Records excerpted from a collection
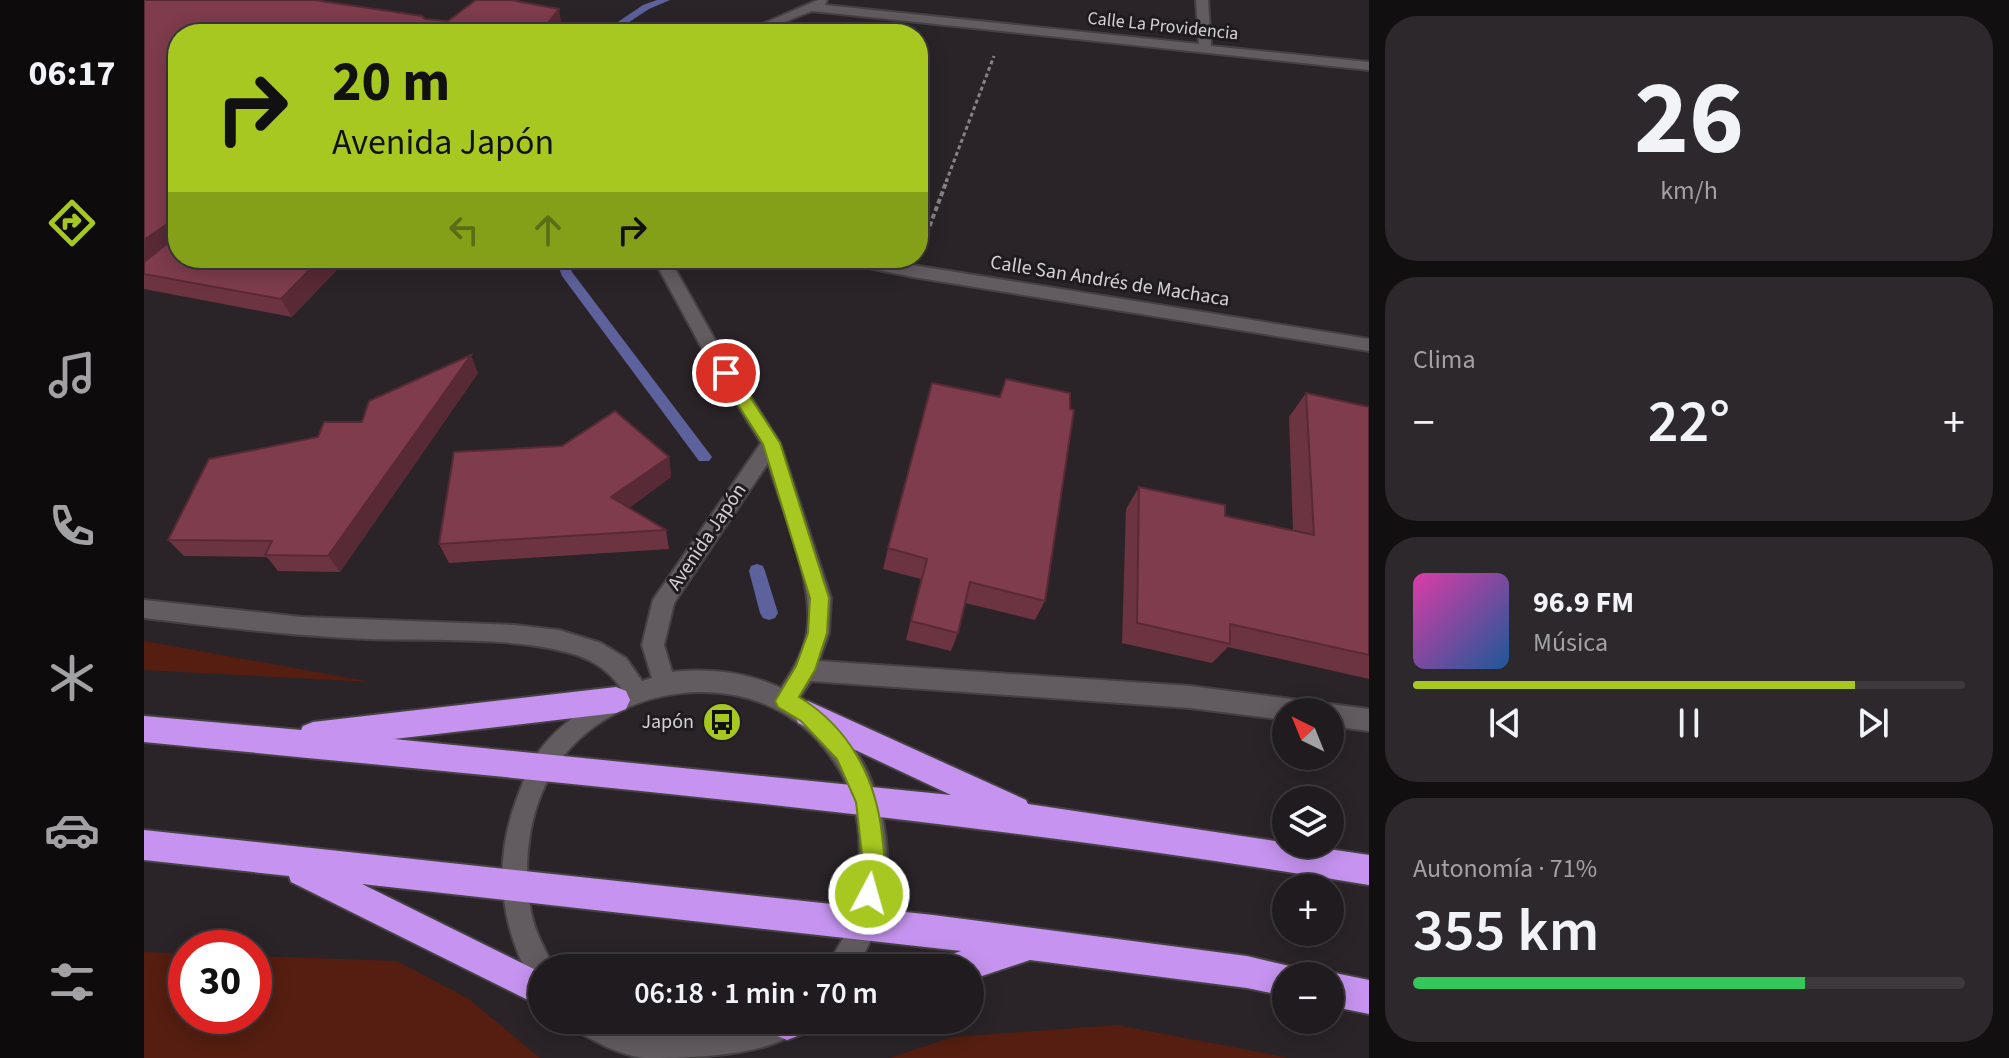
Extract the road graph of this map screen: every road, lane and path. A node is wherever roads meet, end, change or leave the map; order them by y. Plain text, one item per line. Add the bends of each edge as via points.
1 (829, 0) edge
2 (1202, 0) edge
3 (810, 7) junction
4 (769, 24) edge
5 (1005, 27) junction
6 (1205, 49) junction
7 (1369, 66) edge
8 (928, 231) edge
9 (667, 268) edge
10 (893, 268) edge
11 (1369, 345) edge
12 (771, 443) junction
13 (144, 609) edge
14 (805, 670) junction
15 (664, 681) junction
16 (626, 696) junction
17 (797, 707) junction
18 (1272, 708) edge
19 (1344, 717) edge
20 (1369, 720) edge
21 (144, 729) edge
22 (266, 741) junction
23 (541, 768) junction
24 (867, 801) junction
25 (1033, 817) junction
26 (144, 845) edge
27 (286, 862) junction
28 (1369, 870) edge
29 (513, 886) junction
30 (864, 924) junction
31 (1031, 944) junction
32 (530, 954) edge
33 (848, 954) edge
34 (984, 959) edge
35 (1272, 978) edge
36 (528, 983) edge
37 (1344, 992) edge
38 (1369, 997) edge
39 (603, 1034) edge
40 (762, 1034) edge

1 - 3 street
2 - 6 street
3 - 4 street
3 - 5 street, Calle La Providencia
5 - 6 street, Calle La Providencia
5 - 8 path
6 - 7 street, Calle La Providencia
9 - 12 street
10 - 11 street, Calle San Andrés de Machaca
12 - 14 street via 820,598 818,633
12 - 15 street, Avenida Japón via 664,600 653,645
13 - 16 street via 302,627 559,640 593,650 618,665
14 - 17 street
14 - 18 street
15 - 16 street
15 - 17 street via 714,678 764,689
16 - 22 highway
16 - 23 street via 572,732
17 - 24 street via 844,752
17 - 25 highway
19 - 20 street
21 - 22 highway
22 - 23 highway
23 - 24 highway
23 - 29 street via 518,829
24 - 25 highway
24 - 30 street via 874,863
25 - 28 highway
26 - 27 highway
27 - 29 highway
27 - 36 highway
29 - 30 highway
29 - 32 street
30 - 31 highway
30 - 33 street
31 - 34 highway
31 - 35 highway
37 - 38 highway
39 - 40 street via 666,1053 729,1049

WHAT NEEDS TO BE DONE – When a line above contains the string "Providencia", copy that line.

TASK OUTPUT –
3 - 5 street, Calle La Providencia
5 - 6 street, Calle La Providencia
6 - 7 street, Calle La Providencia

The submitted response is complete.